▶ YOUR GOAL
Search the data for the word "Utara" and copy each line that has it.

━━━━━━━━━━

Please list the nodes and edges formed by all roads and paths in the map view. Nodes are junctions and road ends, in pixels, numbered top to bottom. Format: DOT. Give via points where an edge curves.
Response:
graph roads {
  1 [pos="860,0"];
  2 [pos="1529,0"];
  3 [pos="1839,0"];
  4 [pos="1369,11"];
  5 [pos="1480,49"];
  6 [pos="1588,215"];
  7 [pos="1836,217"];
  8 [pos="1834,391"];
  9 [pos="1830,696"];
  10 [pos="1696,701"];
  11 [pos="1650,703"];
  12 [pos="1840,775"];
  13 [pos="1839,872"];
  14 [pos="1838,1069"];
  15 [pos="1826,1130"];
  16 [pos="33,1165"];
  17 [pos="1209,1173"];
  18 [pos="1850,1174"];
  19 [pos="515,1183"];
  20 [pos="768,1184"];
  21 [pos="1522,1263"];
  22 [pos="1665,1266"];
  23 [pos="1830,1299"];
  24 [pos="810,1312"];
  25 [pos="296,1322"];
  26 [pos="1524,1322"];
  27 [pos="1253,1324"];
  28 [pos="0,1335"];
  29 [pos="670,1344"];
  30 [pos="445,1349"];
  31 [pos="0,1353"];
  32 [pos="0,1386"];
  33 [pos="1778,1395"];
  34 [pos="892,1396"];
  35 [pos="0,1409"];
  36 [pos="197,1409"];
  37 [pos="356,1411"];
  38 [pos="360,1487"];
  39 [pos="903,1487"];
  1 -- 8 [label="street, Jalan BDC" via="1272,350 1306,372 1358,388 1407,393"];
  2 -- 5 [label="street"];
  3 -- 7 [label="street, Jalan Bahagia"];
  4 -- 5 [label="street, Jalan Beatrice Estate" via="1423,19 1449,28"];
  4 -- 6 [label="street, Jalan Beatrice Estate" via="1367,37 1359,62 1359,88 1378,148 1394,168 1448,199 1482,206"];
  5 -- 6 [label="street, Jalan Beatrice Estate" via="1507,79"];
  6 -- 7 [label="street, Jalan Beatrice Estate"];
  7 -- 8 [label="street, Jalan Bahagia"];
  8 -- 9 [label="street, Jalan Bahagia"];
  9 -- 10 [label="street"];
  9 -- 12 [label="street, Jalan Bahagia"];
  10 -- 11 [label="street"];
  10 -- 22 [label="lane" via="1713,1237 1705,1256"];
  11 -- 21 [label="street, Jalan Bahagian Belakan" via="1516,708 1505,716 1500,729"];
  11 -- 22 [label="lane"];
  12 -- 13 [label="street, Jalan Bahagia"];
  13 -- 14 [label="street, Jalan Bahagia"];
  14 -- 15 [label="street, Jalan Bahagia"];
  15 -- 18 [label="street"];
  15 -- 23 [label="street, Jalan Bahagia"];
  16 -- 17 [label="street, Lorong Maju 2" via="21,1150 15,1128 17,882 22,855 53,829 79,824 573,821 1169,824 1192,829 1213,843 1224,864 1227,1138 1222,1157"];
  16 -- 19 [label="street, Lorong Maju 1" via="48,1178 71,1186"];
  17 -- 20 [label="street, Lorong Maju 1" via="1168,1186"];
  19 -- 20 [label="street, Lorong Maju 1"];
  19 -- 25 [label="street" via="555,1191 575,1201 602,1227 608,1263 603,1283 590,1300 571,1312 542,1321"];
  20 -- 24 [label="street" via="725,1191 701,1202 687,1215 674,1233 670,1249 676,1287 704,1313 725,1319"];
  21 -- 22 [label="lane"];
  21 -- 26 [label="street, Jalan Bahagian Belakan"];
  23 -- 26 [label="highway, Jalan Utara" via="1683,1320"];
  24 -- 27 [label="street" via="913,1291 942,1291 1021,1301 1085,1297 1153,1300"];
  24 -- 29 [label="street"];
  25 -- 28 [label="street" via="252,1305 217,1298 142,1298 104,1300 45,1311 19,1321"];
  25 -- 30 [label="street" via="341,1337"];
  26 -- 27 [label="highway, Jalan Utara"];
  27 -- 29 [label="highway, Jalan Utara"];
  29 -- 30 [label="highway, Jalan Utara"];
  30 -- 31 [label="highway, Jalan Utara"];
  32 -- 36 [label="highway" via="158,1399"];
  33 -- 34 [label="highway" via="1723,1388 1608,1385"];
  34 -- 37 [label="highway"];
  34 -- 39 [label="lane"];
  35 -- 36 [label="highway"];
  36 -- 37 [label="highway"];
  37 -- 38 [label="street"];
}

━━━━━━━━━━

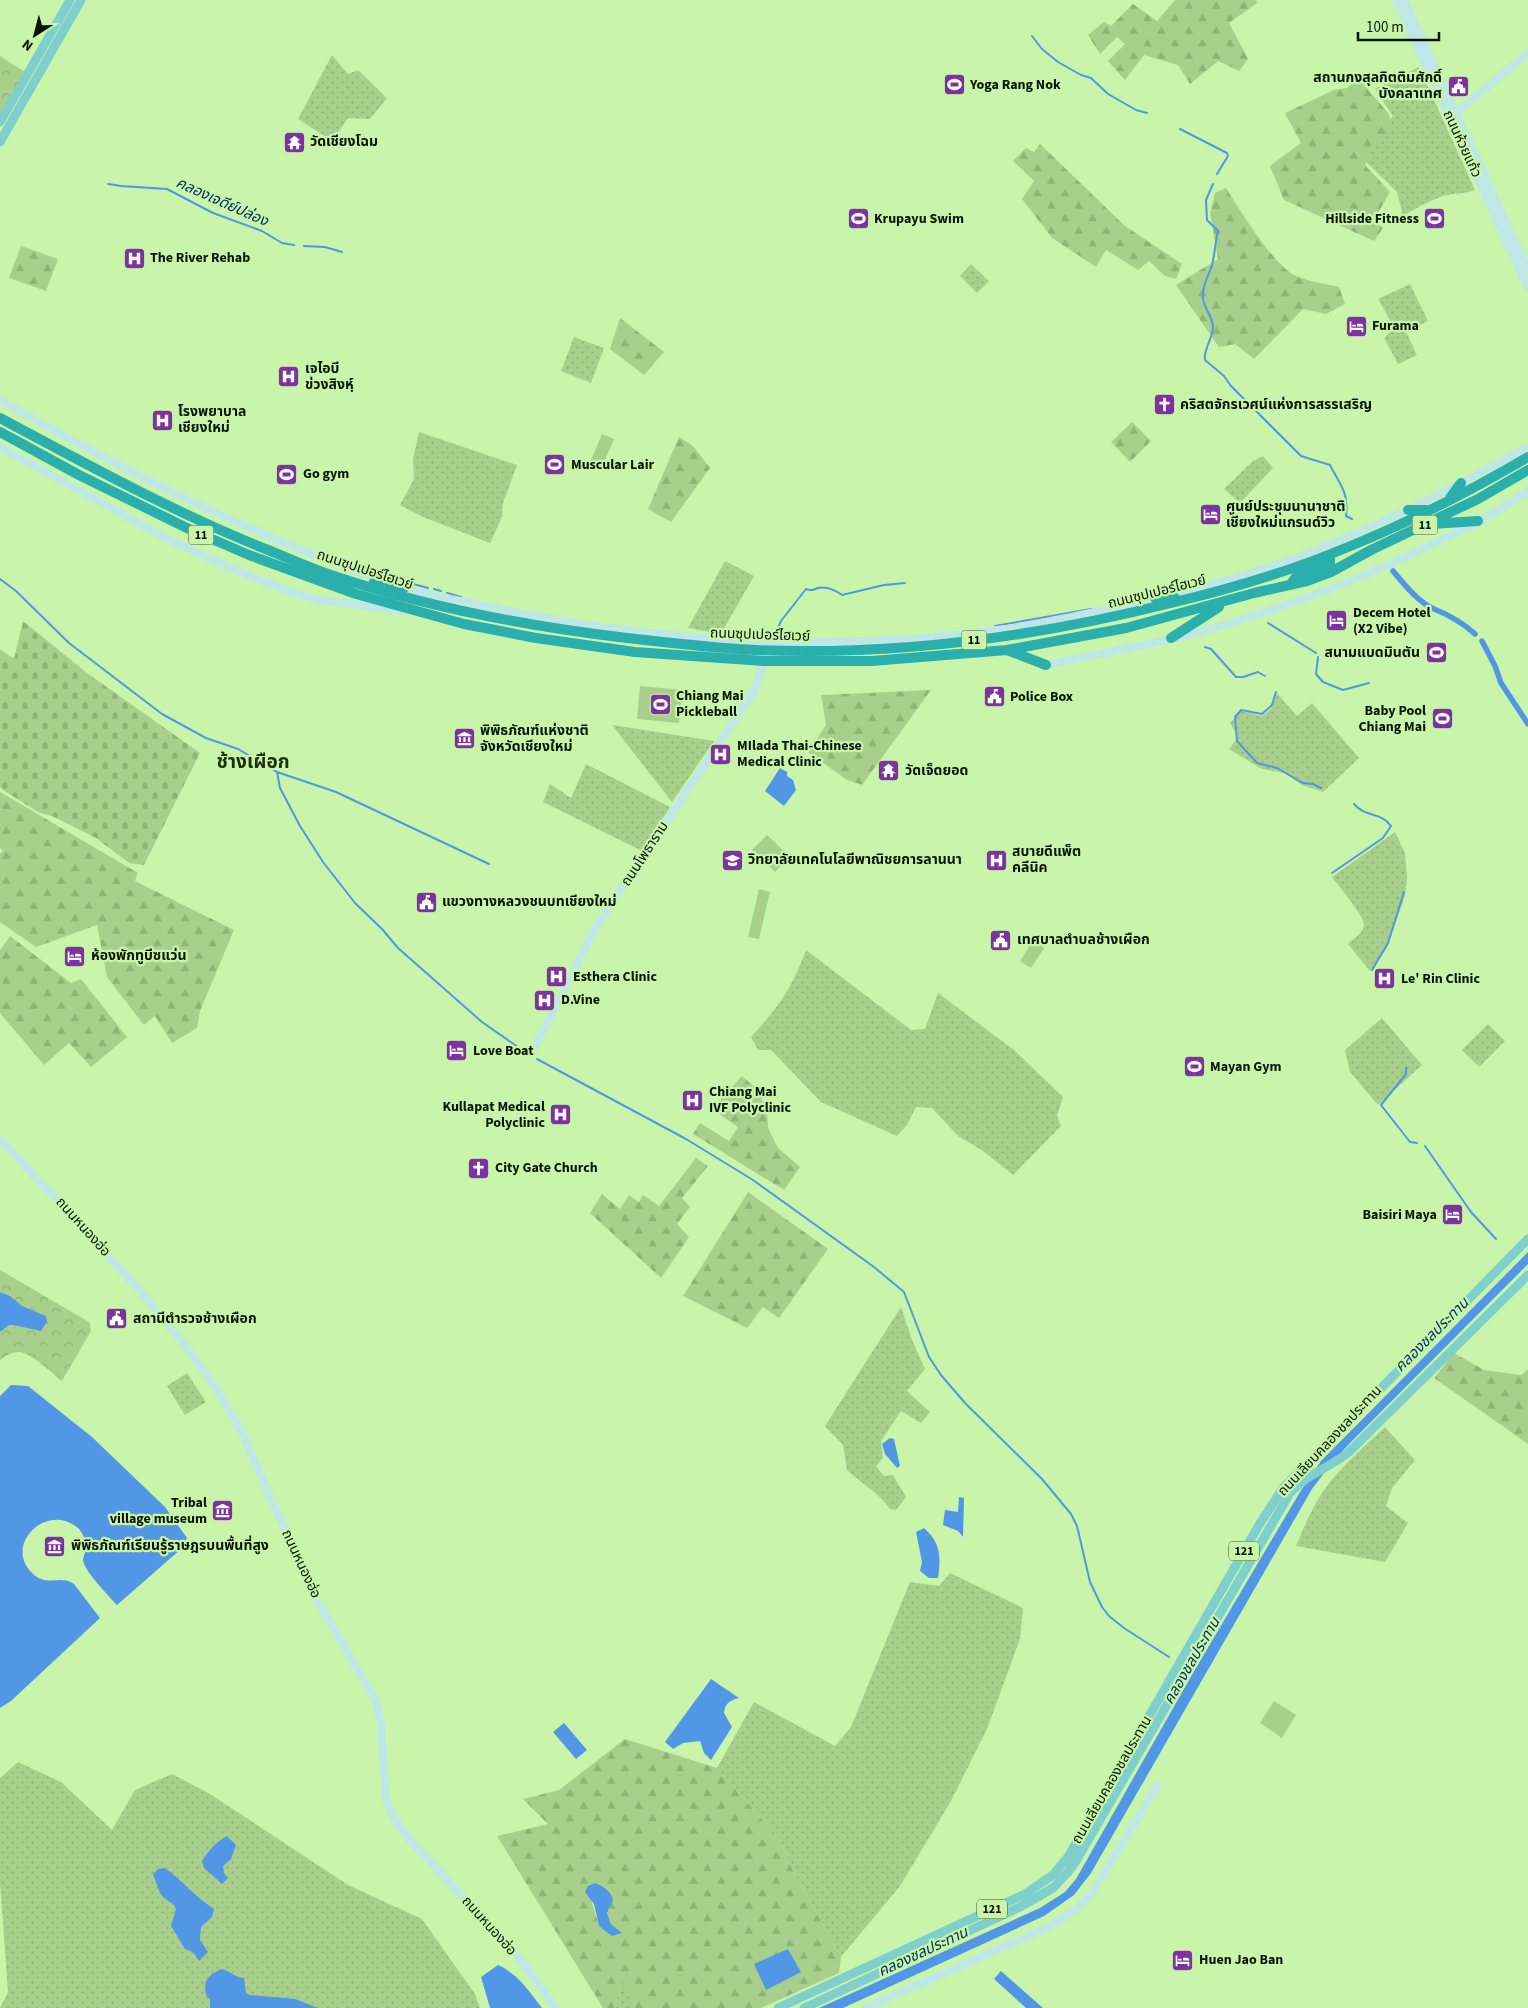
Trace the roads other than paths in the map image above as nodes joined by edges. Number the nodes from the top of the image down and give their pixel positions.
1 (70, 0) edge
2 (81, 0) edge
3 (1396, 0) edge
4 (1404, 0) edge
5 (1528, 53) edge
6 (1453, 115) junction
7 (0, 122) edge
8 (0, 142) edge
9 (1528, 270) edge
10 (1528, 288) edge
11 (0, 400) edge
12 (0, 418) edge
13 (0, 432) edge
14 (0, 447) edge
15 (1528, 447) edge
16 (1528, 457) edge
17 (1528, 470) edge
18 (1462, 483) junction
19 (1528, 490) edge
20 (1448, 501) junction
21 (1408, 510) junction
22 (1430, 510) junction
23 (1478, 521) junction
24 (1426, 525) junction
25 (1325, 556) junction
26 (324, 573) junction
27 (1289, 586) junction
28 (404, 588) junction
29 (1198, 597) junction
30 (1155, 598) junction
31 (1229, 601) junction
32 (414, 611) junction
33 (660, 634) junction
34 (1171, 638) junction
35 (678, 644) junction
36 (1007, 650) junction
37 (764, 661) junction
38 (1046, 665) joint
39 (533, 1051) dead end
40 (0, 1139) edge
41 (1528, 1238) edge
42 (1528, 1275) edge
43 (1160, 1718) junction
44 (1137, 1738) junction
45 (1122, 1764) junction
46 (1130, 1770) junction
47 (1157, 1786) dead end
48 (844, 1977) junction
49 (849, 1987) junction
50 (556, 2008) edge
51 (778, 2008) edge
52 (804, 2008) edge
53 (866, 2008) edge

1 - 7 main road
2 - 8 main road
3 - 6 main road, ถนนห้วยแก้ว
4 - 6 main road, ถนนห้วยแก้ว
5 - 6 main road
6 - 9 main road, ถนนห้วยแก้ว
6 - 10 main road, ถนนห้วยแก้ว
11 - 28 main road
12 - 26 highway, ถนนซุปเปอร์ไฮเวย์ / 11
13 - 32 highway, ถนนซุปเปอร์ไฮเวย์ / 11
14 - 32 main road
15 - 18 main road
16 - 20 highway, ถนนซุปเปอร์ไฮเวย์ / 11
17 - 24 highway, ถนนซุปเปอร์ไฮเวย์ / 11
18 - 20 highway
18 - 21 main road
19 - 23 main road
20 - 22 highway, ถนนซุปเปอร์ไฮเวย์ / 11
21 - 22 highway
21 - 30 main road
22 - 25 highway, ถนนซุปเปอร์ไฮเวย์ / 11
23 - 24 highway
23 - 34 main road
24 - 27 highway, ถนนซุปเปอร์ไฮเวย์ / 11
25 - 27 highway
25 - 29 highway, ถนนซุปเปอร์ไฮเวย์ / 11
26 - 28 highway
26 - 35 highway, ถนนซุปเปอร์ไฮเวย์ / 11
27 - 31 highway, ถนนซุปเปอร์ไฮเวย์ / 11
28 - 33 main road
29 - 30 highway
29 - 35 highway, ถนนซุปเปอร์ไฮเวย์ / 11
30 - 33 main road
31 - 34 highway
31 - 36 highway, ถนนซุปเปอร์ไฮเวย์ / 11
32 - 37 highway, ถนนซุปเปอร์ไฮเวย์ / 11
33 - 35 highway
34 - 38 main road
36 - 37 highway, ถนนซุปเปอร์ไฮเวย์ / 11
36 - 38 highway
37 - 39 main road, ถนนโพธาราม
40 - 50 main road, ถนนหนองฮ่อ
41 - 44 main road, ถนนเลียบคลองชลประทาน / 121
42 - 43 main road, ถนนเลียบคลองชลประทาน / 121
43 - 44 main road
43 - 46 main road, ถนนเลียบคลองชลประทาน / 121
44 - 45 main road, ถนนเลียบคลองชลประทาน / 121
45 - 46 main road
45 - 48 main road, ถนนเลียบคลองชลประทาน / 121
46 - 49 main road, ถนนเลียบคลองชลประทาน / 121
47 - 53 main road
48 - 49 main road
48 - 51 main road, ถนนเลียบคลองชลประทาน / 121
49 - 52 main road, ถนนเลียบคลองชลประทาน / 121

━━━━━━━━━━

▶ YOUR SOLUTION
  23 -- 26 [label="highway, Jalan Utara" via="1683,1320"];
  26 -- 27 [label="highway, Jalan Utara"];
  27 -- 29 [label="highway, Jalan Utara"];
  29 -- 30 [label="highway, Jalan Utara"];
  30 -- 31 [label="highway, Jalan Utara"];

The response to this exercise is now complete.